In the first case the self.__dict__ has access to the __dict__ descriptor provided by its type. This descriptor allows it to get the underlying instance dictionary and also set it to a new one using PyObject_GenericGetDict and PyObject_GenericSetDict respectively.

>>> A.__dict__
mappingproxy(
{'__module__': '__main__',
 '__init__': <function A.__init__ at 0x1041fb598>,
 '__dict__': <attribute '__dict__' of 'A' objects>,
 '__weakref__': <attribute '__weakref__' of 'A' objects>, '__doc__': None
})
>>> A.__dict__['__dict__'].__get__(a)
{'a': 1, 'b': 2}

And of course we can set a new dictionary from here as well:

>>> new_dict = {}
>>> A.__dict__['__dict__'].__set__(a, new_dict)  # a.__dict__ = new_dict
>>> a.spam = 'eggs'
>>> a.__dict__
{'spam': 'eggs'}
>>> new_dict
{'spam': 'eggs'}
>>> b = A()  # Points to `shared`
>>> b.__dict__
{'a': 1, 'b': 2}

In the second case our class itself contains an attribute named __dict__, but still the __dict__ attribute points to mappingproxy.

>>> A.__dict__
mappingproxy(
{'__module__': '__main__',
 '__dict__': None,
 '__init__': <function A.__init__ at 0x1041cfae8>,
 '__weakref__': <attribute '__weakref__' of 'A' objects>,
 '__doc__': None}
)

__dict__ attribute for classes in this way is a special attribute.
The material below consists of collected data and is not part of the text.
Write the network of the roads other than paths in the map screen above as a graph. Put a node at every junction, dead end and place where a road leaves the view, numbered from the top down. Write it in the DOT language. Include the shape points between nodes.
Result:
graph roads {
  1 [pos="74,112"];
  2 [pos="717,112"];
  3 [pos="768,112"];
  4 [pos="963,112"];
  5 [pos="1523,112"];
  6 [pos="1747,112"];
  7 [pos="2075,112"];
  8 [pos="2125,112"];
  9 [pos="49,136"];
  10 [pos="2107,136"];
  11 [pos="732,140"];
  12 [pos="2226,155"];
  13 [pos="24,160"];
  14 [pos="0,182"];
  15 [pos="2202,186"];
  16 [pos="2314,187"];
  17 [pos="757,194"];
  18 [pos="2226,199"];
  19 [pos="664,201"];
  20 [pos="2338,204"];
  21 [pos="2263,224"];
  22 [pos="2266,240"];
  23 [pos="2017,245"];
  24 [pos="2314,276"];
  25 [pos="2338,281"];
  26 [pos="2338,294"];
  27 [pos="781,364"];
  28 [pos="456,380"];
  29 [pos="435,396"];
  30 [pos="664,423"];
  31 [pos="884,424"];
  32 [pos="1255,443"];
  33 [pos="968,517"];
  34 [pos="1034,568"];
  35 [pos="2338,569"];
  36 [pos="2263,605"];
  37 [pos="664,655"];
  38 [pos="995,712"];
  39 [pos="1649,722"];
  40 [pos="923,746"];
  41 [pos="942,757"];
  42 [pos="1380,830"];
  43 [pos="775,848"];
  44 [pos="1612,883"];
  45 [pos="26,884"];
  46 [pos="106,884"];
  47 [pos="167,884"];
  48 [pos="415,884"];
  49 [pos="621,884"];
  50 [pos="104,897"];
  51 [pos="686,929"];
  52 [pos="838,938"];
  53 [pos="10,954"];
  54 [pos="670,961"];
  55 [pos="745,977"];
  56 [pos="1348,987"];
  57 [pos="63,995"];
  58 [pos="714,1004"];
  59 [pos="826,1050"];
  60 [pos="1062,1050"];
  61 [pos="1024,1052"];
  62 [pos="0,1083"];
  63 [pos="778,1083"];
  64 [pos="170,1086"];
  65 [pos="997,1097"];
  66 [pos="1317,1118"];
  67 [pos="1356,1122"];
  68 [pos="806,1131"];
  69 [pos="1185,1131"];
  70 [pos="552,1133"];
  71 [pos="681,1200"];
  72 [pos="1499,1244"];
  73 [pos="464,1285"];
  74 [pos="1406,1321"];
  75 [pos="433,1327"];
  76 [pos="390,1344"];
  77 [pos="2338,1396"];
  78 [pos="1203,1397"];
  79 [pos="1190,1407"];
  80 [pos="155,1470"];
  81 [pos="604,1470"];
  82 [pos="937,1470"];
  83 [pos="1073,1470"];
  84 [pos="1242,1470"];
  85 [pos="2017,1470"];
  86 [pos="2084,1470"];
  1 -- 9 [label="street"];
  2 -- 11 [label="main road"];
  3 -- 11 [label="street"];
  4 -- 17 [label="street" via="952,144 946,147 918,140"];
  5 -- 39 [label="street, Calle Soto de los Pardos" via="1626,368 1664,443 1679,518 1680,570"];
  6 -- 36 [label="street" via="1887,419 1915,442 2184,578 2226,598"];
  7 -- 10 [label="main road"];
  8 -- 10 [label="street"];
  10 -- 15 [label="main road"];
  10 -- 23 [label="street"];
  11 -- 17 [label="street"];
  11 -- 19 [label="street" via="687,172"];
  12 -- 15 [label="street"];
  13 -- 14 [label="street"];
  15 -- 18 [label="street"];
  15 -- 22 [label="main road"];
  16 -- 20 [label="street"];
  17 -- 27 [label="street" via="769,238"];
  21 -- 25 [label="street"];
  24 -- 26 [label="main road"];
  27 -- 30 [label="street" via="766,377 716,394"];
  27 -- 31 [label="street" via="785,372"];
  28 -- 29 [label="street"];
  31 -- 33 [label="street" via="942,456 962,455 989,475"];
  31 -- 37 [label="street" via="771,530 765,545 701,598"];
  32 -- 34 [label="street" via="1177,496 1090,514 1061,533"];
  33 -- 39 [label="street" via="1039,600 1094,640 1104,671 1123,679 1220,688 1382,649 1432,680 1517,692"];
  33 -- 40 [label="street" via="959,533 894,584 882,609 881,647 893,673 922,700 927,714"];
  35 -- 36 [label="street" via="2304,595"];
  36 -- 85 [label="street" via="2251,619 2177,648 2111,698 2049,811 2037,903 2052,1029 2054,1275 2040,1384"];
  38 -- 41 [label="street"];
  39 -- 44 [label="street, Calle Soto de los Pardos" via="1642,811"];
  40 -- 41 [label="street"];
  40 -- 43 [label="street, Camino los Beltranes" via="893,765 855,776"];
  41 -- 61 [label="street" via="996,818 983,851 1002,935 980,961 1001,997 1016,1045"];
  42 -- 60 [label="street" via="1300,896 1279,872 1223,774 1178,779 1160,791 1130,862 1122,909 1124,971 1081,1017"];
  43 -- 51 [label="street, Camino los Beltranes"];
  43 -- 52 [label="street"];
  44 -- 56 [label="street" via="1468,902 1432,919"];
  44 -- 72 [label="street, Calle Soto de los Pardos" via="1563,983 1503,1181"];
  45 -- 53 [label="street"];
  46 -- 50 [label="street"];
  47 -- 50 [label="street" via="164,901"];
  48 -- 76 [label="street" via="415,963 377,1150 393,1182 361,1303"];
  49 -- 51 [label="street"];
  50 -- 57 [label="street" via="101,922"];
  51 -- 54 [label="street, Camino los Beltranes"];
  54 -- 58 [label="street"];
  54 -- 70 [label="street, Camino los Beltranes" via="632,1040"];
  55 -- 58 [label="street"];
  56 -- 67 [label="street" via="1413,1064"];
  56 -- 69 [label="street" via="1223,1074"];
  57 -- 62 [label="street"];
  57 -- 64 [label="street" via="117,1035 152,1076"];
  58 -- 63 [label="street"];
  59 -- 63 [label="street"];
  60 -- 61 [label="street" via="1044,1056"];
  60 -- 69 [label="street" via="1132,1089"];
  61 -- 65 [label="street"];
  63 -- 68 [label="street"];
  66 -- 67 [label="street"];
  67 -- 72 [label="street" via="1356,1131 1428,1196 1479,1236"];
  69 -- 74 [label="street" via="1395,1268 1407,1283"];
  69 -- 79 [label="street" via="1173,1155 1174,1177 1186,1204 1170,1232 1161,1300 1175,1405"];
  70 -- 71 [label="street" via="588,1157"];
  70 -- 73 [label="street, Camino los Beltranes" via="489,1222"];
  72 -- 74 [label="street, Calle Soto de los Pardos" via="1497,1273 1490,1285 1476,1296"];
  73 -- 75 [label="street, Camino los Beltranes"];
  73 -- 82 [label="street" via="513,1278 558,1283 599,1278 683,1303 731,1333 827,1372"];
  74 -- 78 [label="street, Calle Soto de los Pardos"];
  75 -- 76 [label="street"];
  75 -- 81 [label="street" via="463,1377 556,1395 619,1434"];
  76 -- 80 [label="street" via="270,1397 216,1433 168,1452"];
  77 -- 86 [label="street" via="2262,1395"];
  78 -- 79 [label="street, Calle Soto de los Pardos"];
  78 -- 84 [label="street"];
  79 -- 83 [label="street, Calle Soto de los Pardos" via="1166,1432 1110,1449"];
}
>>> A.__weakref__ is A.__dict__['__weakref__']
True    
>>> A.__weakref__ = 1    
>>> A.__weakref__, A.__dict__['__weakref__']
(1, 1)

>>> A.__dict__ = {}    
AttributeError: attribute '__dict__' of 'type' objects is not writable

The attribute we had set can be accessed like this:

>>> repr(A.__dict__['__dict__'])
'None'

A Python level we have now lost access to the instance dictionary but internally a class can find it using tp_dictoffset. As done in _PyObject_GetDictPtr.

Both __getattribute__ and __setattr__ also access the underlying instance dictionary using _PyObject_GetDictPtr.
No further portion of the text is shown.